Our method can synthesize photorealistic images from dense or sparse semantic annotations using a few training pairs and a pre-trained StyleGAN.
- Python3
- PyTorch
Download and decompress the file containing StyleGAN pre-trained models and put the "pretrained_models" directory in the parent directory.
- Download and decompress the file containing our pretrained encoders and put the "results" directory in the parent directory.
- For example, our results for celebaMaskHQ in a one-shot setting can be generated as follows:
python scripts/inference.py --exp_dir=results/celebaMaskHQ_oneshot --checkpoint_path=results/celebaMaskHQ_oneshot/checkpoints/iteration_100000.pt --data_path=./data/CelebAMask-HQ/test/labels/ --couple_outputs --latent_mask=8,9,10,11,12,13,14,15,16,17
Inference results are generated in results/celebaMaskHQ_oneshot. If you use other datasets, please specify --exp_dir, --checkpoint_path, and --data_path appropriately.
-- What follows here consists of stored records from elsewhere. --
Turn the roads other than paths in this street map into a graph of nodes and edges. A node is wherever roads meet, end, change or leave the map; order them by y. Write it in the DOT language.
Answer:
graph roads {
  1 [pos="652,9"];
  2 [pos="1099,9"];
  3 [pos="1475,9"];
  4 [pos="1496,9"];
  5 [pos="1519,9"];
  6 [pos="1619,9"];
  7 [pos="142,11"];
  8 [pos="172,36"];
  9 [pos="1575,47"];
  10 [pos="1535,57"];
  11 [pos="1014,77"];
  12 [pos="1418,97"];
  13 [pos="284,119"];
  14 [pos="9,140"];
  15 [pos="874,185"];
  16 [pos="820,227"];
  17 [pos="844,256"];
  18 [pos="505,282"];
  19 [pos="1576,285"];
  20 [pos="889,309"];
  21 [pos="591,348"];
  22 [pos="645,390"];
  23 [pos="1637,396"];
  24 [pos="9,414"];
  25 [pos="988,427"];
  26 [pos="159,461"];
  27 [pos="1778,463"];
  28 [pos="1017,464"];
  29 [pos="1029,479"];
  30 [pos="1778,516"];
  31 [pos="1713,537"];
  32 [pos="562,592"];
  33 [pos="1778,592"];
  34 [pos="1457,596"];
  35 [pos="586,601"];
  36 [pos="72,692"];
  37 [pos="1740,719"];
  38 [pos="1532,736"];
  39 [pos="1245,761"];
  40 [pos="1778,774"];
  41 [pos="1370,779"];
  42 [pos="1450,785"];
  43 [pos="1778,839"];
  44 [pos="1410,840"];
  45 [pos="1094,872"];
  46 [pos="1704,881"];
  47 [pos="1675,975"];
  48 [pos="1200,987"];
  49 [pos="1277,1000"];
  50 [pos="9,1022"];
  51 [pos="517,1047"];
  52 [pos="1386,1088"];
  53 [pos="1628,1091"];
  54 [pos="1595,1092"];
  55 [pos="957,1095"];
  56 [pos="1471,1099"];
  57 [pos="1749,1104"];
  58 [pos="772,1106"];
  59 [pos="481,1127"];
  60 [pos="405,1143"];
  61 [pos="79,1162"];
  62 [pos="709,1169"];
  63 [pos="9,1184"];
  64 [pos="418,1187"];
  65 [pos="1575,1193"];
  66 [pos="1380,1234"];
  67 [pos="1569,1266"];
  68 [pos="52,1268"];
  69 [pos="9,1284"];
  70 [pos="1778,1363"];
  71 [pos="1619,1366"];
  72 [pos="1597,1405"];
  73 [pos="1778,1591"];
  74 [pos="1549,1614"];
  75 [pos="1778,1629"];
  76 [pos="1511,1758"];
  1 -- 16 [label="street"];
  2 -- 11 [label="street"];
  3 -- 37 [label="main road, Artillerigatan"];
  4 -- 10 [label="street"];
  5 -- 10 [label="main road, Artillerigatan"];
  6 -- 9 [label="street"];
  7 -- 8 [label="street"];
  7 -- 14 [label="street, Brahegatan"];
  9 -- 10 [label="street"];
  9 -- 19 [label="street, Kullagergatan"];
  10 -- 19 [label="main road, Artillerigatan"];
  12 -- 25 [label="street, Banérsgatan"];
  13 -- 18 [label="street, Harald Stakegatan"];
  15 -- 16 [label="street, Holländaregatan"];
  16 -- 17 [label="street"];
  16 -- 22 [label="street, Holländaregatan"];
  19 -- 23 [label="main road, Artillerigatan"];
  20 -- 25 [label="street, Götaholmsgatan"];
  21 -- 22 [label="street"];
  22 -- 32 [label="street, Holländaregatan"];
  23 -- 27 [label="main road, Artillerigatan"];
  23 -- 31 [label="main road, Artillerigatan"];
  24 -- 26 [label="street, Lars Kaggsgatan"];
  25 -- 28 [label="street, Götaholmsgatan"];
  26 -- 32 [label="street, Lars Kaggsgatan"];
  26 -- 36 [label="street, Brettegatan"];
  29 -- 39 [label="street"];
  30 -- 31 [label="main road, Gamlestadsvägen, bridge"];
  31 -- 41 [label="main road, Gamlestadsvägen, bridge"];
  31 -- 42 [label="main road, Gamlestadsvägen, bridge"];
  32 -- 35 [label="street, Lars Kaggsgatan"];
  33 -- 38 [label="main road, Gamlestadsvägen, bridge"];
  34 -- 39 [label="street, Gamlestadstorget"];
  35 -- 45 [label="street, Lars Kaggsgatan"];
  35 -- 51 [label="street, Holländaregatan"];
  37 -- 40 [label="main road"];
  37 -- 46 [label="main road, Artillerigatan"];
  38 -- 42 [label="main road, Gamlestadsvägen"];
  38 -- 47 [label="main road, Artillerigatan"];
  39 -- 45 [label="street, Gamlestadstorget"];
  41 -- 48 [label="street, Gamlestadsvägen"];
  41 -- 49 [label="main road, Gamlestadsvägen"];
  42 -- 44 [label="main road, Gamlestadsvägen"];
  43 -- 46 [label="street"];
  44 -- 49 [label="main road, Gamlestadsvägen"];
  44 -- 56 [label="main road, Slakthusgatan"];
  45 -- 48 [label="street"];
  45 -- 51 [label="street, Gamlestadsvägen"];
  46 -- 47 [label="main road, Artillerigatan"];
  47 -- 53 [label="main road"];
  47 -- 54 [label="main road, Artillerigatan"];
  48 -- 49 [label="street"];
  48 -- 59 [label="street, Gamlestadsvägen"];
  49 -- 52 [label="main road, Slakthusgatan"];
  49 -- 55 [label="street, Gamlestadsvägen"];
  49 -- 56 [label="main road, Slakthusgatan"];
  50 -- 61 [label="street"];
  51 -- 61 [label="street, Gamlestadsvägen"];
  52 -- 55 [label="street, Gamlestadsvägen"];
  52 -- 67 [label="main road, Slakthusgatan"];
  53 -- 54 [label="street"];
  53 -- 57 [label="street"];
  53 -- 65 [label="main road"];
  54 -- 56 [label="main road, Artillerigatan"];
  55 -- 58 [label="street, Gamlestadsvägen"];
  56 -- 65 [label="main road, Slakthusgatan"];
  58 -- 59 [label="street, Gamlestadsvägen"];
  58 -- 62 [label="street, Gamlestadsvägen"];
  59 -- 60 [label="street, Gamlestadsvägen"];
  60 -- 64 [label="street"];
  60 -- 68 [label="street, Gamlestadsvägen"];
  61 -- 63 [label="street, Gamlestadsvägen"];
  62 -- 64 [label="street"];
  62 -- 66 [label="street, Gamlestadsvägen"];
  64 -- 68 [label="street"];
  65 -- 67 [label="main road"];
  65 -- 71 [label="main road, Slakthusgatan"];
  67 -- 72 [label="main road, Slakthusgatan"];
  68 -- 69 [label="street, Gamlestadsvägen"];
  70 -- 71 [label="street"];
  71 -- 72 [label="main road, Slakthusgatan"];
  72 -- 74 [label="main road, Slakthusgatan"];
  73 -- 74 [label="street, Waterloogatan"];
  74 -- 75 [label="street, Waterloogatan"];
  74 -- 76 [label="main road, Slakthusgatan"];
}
For each dataset, you can train an encoder as follows:
- CelebAMask
python scripts/train.py --exp_dir=[result_dir] --dataset_type=celebs_seg_to_face --stylegan_weights pretrained_models/stylegan2-ffhq-config-f.pt --start_from_latent_avg --label_nc 19 --input_nc 19
- CelebALandmark
python scripts/train.py --exp_dir=[result_dir] --dataset_type=celebs_landmark_to_face --stylegan_weights pretrained_models/stylegan2-ffhq-config-f.pt --start_from_latent_avg --label_nc 71 --input_nc 71 --sparse_labeling
Intermediate training outputs with the StyleGAN pre-trained with the CelebA-HQ dataset. It can be seen that the layouts of the bottom-row images reconstructed from the middle-row pseudo semantic masks gradually become close to those of the top-row StyleGAN samples as the training iterations increase.
- LSUN church
python scripts/train.py --exp_dir=[result_dir] --dataset_type=lsunchurch_seg_to_img --stylegan_weights pretrained_models/stylegan2-church-config-f.pt --style_num 14 --start_from_latent_avg --label_nc 151 --input_nc 151
- LSUN car
python scripts/train.py --exp_dir=[result_dir] --dataset_type=lsuncar_seg_to_img --stylegan_weights pretrained_models/stylegan2-car-config-f.pt --style_num 16 --start_from_latent_avg --label_nc 5 --input_nc 5
- LSUN cat
python scripts/train.py --exp_dir=[result_dir] --dataset_type=lsuncat_scribble_to_img --stylegan_weights pretrained_models/stylegan2-cat-config-f.pt --style_num 14 --start_from_latent_avg --label_nc 9 --input_nc 9 --sparse_labeling
- Ukiyo-e
python scripts/train.py --exp_dir=[result_dir] --dataset_type=ukiyo-e_scribble_to_img --stylegan_weights pretrained_models/ukiyoe-256-slim-diffAug-002789.pt --style_num 14 --channel_multiplier 1 --start_from_latent_avg --label_nc 8 --input_nc 8 --sparse_labeling
- Anime
python scripts/train.py --exp_dir=[result_dir] --dataset_type=anime_cross_to_img --stylegan_weights pretrained_models/2020-01-11-skylion-stylegan2-animeportraits-networksnapshot-024664.pt --style_num 16 --start_from_latent_avg --label_nc 2 --input_nc 2 --sparse_labeling
- Run the following script:
python scripts/generate_stylegan_samples.py --exp_dir=[result_dir] --stylegan_weights ./pretrained_models/stylegan2-ffhq-config-f.pt --style_num 18 --channel_multiplier 2
Then a StyleGAN image (*.png) and a corresponding latent code (*.pt) are obtained in [result_dir]/data/images and [result_dir]/checkpoints.
-
Manually annotate the generated image in [result_dir]/data/images and save the annotated mask in [result_dir]/data/labels.
-
Edit ./config/data_configs.py and ./config/paths_config.py appropriately to use the annotated pairs as a training set.
-
Run a training command above with appropriate options.
Please cite our paper if you find the code useful:
@article{endo2021fewshotsmis,
title = {Few-shot Semantic Image Synthesis Using StyleGAN Prior},
author = {Yuki Endo and Yoshihiro Kanamori},
journal = {CoRR},
volume = {abs/2103.14877},
year = {2021}
}
This code heavily borrows from the pixel2style2pixel repository.